(Beginning of Data shown)

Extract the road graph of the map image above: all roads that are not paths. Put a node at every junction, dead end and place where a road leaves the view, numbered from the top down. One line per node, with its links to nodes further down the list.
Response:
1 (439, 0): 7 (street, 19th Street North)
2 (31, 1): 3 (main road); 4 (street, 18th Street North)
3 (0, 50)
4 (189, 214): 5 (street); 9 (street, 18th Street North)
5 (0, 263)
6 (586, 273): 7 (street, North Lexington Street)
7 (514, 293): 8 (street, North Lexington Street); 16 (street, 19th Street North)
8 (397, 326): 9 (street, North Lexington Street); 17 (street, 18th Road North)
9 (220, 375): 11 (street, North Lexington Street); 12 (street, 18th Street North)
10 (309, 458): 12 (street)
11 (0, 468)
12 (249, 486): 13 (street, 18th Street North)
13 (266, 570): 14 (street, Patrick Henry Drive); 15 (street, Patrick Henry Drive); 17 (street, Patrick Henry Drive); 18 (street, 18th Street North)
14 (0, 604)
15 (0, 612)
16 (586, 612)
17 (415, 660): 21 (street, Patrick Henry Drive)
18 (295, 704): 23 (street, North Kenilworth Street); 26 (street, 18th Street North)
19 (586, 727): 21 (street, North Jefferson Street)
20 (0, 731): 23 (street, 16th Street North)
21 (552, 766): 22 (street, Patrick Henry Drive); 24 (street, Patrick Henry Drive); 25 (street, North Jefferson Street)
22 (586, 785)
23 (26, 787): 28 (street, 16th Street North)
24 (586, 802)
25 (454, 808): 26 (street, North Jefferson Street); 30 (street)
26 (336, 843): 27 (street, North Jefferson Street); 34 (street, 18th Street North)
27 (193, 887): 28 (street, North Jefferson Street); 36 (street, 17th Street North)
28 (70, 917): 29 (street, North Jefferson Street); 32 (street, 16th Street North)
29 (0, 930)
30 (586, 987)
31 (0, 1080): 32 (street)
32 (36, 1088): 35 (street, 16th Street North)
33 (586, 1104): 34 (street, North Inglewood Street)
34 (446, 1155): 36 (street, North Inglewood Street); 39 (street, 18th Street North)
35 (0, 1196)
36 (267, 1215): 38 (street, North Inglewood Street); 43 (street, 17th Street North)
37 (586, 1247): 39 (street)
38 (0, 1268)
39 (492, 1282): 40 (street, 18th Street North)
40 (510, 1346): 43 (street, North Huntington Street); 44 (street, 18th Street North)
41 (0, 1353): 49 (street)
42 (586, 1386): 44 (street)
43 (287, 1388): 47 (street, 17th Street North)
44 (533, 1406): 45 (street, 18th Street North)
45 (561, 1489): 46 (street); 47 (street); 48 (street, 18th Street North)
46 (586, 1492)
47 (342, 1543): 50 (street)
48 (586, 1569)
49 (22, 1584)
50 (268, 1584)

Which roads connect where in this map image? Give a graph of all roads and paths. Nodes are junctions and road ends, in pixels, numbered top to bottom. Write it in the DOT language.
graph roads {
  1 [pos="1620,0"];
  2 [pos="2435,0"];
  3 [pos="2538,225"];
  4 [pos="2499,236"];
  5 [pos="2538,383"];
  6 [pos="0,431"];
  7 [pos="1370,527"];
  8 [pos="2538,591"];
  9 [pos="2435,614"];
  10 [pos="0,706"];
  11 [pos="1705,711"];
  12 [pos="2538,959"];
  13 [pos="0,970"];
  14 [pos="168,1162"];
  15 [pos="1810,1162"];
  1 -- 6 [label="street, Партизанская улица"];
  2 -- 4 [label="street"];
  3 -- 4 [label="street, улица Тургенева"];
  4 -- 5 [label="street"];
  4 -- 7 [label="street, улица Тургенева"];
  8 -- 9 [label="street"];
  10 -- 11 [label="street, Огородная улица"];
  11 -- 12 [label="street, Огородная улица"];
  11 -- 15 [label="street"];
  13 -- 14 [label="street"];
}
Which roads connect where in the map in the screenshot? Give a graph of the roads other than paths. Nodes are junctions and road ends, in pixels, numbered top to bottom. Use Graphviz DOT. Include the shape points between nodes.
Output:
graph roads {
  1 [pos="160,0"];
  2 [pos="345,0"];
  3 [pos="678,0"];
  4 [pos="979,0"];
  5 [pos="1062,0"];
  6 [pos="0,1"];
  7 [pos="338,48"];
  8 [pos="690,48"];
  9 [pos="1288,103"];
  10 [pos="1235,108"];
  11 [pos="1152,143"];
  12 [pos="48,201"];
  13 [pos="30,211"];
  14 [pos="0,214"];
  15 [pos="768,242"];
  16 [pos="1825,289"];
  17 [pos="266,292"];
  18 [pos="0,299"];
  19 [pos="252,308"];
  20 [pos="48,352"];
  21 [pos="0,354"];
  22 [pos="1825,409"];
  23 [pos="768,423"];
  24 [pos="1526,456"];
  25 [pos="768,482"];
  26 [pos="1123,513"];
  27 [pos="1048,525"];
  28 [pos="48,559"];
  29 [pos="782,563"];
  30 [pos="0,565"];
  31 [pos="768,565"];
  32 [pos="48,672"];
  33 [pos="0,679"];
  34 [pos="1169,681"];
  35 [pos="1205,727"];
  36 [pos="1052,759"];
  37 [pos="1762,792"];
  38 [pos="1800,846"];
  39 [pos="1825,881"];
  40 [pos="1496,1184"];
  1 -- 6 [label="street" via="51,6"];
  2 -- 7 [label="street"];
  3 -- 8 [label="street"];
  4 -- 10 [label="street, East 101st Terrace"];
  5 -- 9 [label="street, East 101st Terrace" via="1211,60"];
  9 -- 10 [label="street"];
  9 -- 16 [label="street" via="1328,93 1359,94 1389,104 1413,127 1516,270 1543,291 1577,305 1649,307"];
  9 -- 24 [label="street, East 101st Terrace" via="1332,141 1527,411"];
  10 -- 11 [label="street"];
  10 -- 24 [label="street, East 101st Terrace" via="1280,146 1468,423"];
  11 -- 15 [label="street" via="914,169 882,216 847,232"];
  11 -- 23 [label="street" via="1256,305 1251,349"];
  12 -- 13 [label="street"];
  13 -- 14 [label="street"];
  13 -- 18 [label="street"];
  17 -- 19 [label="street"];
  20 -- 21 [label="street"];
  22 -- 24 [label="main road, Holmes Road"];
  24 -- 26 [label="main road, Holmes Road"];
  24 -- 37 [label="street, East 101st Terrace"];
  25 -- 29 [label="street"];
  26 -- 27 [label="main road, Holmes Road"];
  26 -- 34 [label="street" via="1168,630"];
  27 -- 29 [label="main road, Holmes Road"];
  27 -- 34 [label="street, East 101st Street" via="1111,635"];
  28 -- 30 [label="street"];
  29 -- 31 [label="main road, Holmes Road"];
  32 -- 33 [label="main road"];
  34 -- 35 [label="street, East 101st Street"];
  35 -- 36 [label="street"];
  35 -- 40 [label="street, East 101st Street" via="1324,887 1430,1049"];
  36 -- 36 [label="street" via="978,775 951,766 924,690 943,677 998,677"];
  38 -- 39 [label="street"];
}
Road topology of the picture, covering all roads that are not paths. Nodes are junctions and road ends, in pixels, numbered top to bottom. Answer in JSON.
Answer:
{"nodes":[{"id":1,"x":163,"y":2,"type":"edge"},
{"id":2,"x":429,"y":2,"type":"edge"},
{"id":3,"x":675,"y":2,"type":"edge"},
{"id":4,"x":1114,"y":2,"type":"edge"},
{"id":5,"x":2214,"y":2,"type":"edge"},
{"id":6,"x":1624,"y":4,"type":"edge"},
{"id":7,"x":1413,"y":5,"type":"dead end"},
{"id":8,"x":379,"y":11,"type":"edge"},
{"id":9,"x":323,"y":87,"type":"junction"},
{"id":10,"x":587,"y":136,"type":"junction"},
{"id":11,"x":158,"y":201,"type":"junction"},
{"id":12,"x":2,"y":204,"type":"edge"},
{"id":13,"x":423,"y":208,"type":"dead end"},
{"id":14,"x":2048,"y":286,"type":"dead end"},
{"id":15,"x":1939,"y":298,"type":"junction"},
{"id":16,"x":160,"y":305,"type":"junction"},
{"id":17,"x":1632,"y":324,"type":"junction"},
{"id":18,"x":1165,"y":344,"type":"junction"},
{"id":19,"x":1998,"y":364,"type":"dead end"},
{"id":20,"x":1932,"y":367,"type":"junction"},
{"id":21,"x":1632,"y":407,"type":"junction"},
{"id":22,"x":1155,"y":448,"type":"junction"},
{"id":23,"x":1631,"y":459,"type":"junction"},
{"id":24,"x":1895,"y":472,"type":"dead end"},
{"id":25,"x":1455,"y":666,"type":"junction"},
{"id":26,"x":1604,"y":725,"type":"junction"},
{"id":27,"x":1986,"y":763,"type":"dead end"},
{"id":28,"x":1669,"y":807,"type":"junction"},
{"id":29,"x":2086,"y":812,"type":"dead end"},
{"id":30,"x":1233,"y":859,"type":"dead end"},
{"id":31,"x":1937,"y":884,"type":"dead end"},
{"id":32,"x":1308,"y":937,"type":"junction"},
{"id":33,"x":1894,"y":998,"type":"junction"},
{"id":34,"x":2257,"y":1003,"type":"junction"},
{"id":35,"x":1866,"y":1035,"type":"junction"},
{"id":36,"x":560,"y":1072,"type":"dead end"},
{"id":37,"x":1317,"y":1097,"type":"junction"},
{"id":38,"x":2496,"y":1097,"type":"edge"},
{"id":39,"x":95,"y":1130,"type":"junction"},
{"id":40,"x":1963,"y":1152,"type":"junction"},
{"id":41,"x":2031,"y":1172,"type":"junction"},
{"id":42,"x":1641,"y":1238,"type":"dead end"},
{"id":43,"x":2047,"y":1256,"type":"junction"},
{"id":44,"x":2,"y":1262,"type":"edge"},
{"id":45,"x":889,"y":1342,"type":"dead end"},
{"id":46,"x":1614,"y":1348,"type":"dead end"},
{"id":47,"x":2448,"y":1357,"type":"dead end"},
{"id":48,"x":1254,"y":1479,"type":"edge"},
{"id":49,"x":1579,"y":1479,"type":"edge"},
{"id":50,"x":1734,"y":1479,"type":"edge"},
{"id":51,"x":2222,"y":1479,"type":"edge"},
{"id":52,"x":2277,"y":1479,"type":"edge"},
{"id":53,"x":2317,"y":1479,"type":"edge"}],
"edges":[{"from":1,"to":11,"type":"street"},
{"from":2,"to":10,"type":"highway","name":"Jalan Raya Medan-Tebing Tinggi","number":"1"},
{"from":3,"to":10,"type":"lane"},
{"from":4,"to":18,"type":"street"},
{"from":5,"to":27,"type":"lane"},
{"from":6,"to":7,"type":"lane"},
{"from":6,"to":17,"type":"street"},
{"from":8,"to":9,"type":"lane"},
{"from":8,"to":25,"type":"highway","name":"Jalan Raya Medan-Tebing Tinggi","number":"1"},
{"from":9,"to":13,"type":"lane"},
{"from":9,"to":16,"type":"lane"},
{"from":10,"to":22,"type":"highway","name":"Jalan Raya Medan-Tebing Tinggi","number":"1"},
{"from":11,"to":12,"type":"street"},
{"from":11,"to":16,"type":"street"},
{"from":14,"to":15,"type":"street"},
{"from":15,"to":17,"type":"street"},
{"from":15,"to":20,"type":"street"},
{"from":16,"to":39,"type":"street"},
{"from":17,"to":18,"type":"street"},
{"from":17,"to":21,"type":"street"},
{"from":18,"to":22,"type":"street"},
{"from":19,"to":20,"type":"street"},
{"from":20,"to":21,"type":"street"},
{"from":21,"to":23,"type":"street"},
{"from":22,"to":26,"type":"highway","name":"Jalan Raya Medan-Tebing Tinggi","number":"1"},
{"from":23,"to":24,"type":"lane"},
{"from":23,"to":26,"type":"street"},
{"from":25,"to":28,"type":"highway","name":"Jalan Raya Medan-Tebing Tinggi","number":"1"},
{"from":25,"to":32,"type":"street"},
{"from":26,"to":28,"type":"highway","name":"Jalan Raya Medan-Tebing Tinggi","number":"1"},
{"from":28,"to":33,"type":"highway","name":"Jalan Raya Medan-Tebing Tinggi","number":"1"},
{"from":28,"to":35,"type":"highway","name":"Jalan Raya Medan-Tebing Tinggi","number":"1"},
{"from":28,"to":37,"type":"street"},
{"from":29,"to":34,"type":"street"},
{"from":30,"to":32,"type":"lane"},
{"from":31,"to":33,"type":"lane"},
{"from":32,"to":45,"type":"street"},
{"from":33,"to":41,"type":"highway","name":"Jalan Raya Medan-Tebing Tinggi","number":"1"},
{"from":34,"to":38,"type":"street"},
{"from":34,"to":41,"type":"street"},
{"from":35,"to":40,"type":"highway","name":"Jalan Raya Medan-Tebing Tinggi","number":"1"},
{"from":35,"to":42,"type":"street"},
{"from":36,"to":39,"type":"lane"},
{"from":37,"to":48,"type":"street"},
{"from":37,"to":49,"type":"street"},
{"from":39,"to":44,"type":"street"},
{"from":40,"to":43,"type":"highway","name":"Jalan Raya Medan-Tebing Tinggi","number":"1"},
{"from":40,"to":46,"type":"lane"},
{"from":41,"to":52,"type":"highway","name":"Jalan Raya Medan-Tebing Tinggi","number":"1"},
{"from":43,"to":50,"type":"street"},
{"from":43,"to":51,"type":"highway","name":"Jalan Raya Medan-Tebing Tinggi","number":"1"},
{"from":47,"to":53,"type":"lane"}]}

(End of Data shown)

Exercise brief: Search the entries above for lines containing the word "Which", and copy each one.

Written response:
Which roads connect where in this map image? Give a graph of all roads and paths. Nodes are junctions and road ends, in pixels, numbered top to bottom. Write it in the DOT language.
Which roads connect where in the map in the screenshot? Give a graph of the roads other than paths. Nodes are junctions and road ends, in pixels, numbered top to bottom. Use Graphviz DOT. Include the shape points between nodes.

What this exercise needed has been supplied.